Soil For Hoya

By threegardeners (threegardeners) on March 14, 2010

This fussy member of the Milkweed family has been giving gray hairs to growers for decades. One of the most important factors in successfully growing these plants is the soil, and there are as many soil mixes used for Hoya as there are Hoya themselves!

There are as many different soil mixes as there are Hoyas. Each grower has their own special blend.

The one factor most predominant is a fast draining mix. A lot of Hoyas in the wild are epiphytic (they grow on trees). Their roots take hold in the leaf debris that is found in the crotches where two branches meet. When it rains the water runs right through the mix. We need to simulate the conditions they'd find in the wild to, hopefully, have happier plants. True, a looser mix means we need to water more often. Small price to pay for a healthier plant.

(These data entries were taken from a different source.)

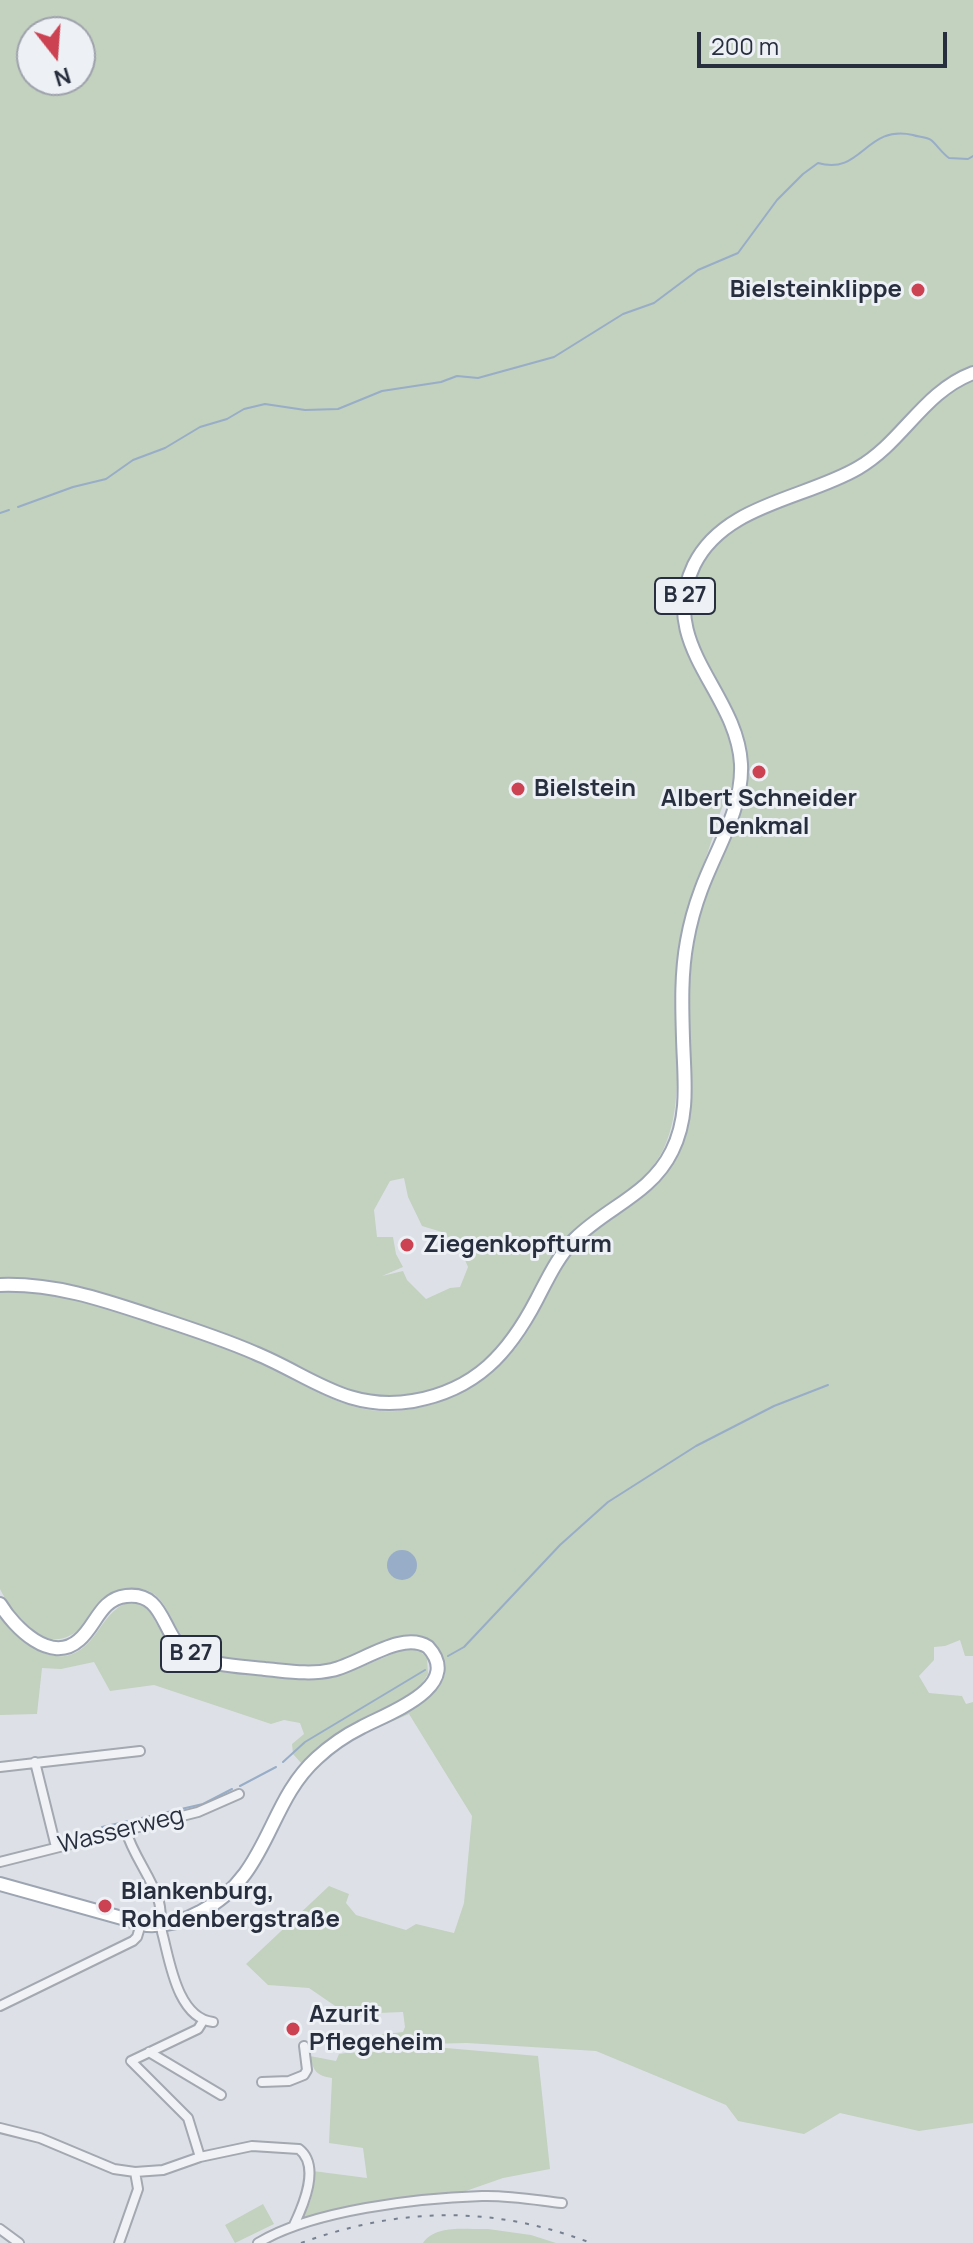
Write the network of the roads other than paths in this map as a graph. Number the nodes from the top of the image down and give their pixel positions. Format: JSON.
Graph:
{"nodes":[{"id":1,"x":973,"y":373,"type":"edge"},
{"id":2,"x":0,"y":1285,"type":"edge"},
{"id":3,"x":0,"y":1604,"type":"edge"},
{"id":4,"x":140,"y":1751,"type":"dead end"},
{"id":5,"x":35,"y":1762,"type":"junction"},
{"id":6,"x":0,"y":1767,"type":"edge"},
{"id":7,"x":239,"y":1794,"type":"dead end"},
{"id":8,"x":126,"y":1831,"type":"junction"},
{"id":9,"x":56,"y":1847,"type":"junction"},
{"id":10,"x":0,"y":1862,"type":"edge"},
{"id":11,"x":0,"y":1884,"type":"edge"},
{"id":12,"x":141,"y":1924,"type":"junction"},
{"id":13,"x":162,"y":1925,"type":"junction"},
{"id":14,"x":0,"y":2006,"type":"edge"},
{"id":15,"x":203,"y":2021,"type":"junction"},
{"id":16,"x":213,"y":2022,"type":"dead end"},
{"id":17,"x":304,"y":2046,"type":"dead end"},
{"id":18,"x":149,"y":2052,"type":"junction"},
{"id":19,"x":262,"y":2082,"type":"dead end"},
{"id":20,"x":221,"y":2095,"type":"dead end"},
{"id":21,"x":0,"y":2128,"type":"edge"},
{"id":22,"x":200,"y":2157,"type":"junction"},
{"id":23,"x":135,"y":2172,"type":"junction"},
{"id":24,"x":562,"y":2203,"type":"dead end"},
{"id":25,"x":294,"y":2225,"type":"junction"},
{"id":26,"x":0,"y":2229,"type":"edge"},
{"id":27,"x":19,"y":2243,"type":"edge"},
{"id":28,"x":119,"y":2243,"type":"edge"},
{"id":29,"x":258,"y":2243,"type":"edge"}],
"edges":[{"from":1,"to":2,"type":"main road","number":"B 27"},
{"from":3,"to":13,"type":"main road","number":"B 27"},
{"from":4,"to":5,"type":"street"},
{"from":5,"to":6,"type":"street"},
{"from":5,"to":9,"type":"street"},
{"from":7,"to":8,"type":"street","name":"Wasserweg"},
{"from":8,"to":9,"type":"street","name":"Wasserweg"},
{"from":8,"to":13,"type":"street"},
{"from":9,"to":10,"type":"street","name":"Wasserweg"},
{"from":11,"to":12,"type":"main road","number":"B 27"},
{"from":12,"to":13,"type":"main road","number":"B 27"},
{"from":12,"to":14,"type":"street"},
{"from":13,"to":15,"type":"street"},
{"from":15,"to":16,"type":"street"},
{"from":15,"to":18,"type":"street"},
{"from":17,"to":19,"type":"street"},
{"from":18,"to":20,"type":"street"},
{"from":18,"to":22,"type":"street"},
{"from":21,"to":23,"type":"street"},
{"from":22,"to":23,"type":"street"},
{"from":22,"to":25,"type":"street"},
{"from":23,"to":28,"type":"street"},
{"from":24,"to":25,"type":"street"},
{"from":25,"to":29,"type":"street"},
{"from":26,"to":27,"type":"street"}]}
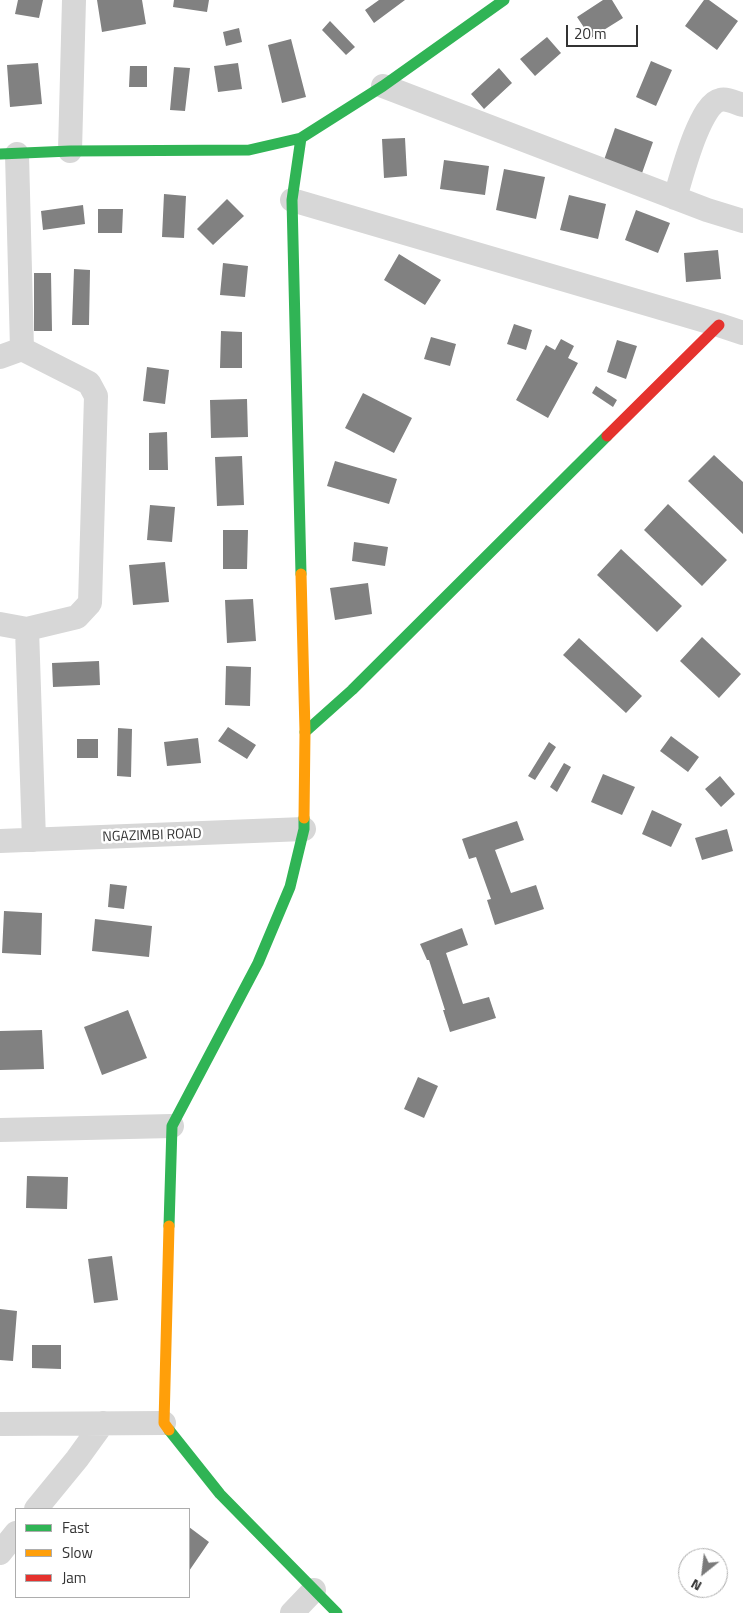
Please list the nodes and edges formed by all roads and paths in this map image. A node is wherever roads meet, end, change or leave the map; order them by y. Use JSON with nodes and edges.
{"nodes":[{"id":1,"x":74,"y":0,"type":"edge"},
{"id":2,"x":504,"y":0,"type":"edge"},
{"id":3,"x":383,"y":86,"type":"junction"},
{"id":4,"x":743,"y":105,"type":"edge"},
{"id":5,"x":301,"y":138,"type":"junction"},
{"id":6,"x":70,"y":151,"type":"junction"},
{"id":7,"x":8,"y":154,"type":"edge"},
{"id":8,"x":675,"y":198,"type":"junction"},
{"id":9,"x":292,"y":200,"type":"junction"},
{"id":10,"x":743,"y":221,"type":"edge"},
{"id":11,"x":719,"y":325,"type":"junction"},
{"id":12,"x":743,"y":333,"type":"edge"},
{"id":13,"x":22,"y":349,"type":"junction"},
{"id":14,"x":0,"y":356,"type":"edge"},
{"id":15,"x":0,"y":624,"type":"edge"},
{"id":16,"x":27,"y":629,"type":"junction"},
{"id":17,"x":305,"y":732,"type":"junction"},
{"id":18,"x":304,"y":830,"type":"junction"},
{"id":19,"x":34,"y":840,"type":"junction"},
{"id":20,"x":0,"y":841,"type":"edge"},
{"id":21,"x":172,"y":1126,"type":"junction"},
{"id":22,"x":0,"y":1130,"type":"edge"},
{"id":23,"x":102,"y":1423,"type":"junction"},
{"id":24,"x":164,"y":1423,"type":"junction"},
{"id":25,"x":0,"y":1424,"type":"edge"},
{"id":26,"x":37,"y":1508,"type":"edge"},
{"id":27,"x":15,"y":1534,"type":"edge"},
{"id":28,"x":0,"y":1553,"type":"edge"},
{"id":29,"x":314,"y":1590,"type":"junction"},
{"id":30,"x":292,"y":1613,"type":"edge"},
{"id":31,"x":337,"y":1613,"type":"edge"}],
"edges":[{"from":1,"to":6,"type":"street"},
{"from":2,"to":3,"type":"street"},
{"from":3,"to":5,"type":"street"},
{"from":3,"to":8,"type":"street"},
{"from":4,"to":8,"type":"street"},
{"from":5,"to":6,"type":"street"},
{"from":5,"to":9,"type":"street"},
{"from":6,"to":7,"type":"street"},
{"from":7,"to":13,"type":"street"},
{"from":8,"to":10,"type":"street"},
{"from":9,"to":11,"type":"street"},
{"from":9,"to":17,"type":"street"},
{"from":11,"to":12,"type":"street"},
{"from":11,"to":17,"type":"street"},
{"from":13,"to":14,"type":"street"},
{"from":13,"to":16,"type":"street"},
{"from":15,"to":16,"type":"street"},
{"from":16,"to":19,"type":"street"},
{"from":17,"to":18,"type":"street"},
{"from":18,"to":19,"type":"street","name":"NGAZIMBI ROAD"},
{"from":18,"to":21,"type":"street"},
{"from":19,"to":20,"type":"street","name":"NGAZIMBI ROAD"},
{"from":21,"to":22,"type":"street"},
{"from":21,"to":24,"type":"street"},
{"from":23,"to":24,"type":"street"},
{"from":23,"to":25,"type":"street"},
{"from":23,"to":26,"type":"street"},
{"from":24,"to":29,"type":"street"},
{"from":27,"to":28,"type":"street"},
{"from":29,"to":30,"type":"street"},
{"from":29,"to":31,"type":"street"}]}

Of course your mix should reflect the conditions according to where you live. Somewhere in the desert and you might want to add a bit of peat to retain moisture for a bit longer than half a day. The tropics would make an even looser mix, expecially if rained on daily.

Most mixes are a combination of perlite, bark mulch, orchid bar, cinder, hydroton, and gravel.

My mix of choice uses regular potting soil, perlite and lots of orchid mix. Nice and chunky. If I don't have orchid mix handy I will throw in a handful of Hydroton, little clay marble-like pellets used in semi-hydroponics.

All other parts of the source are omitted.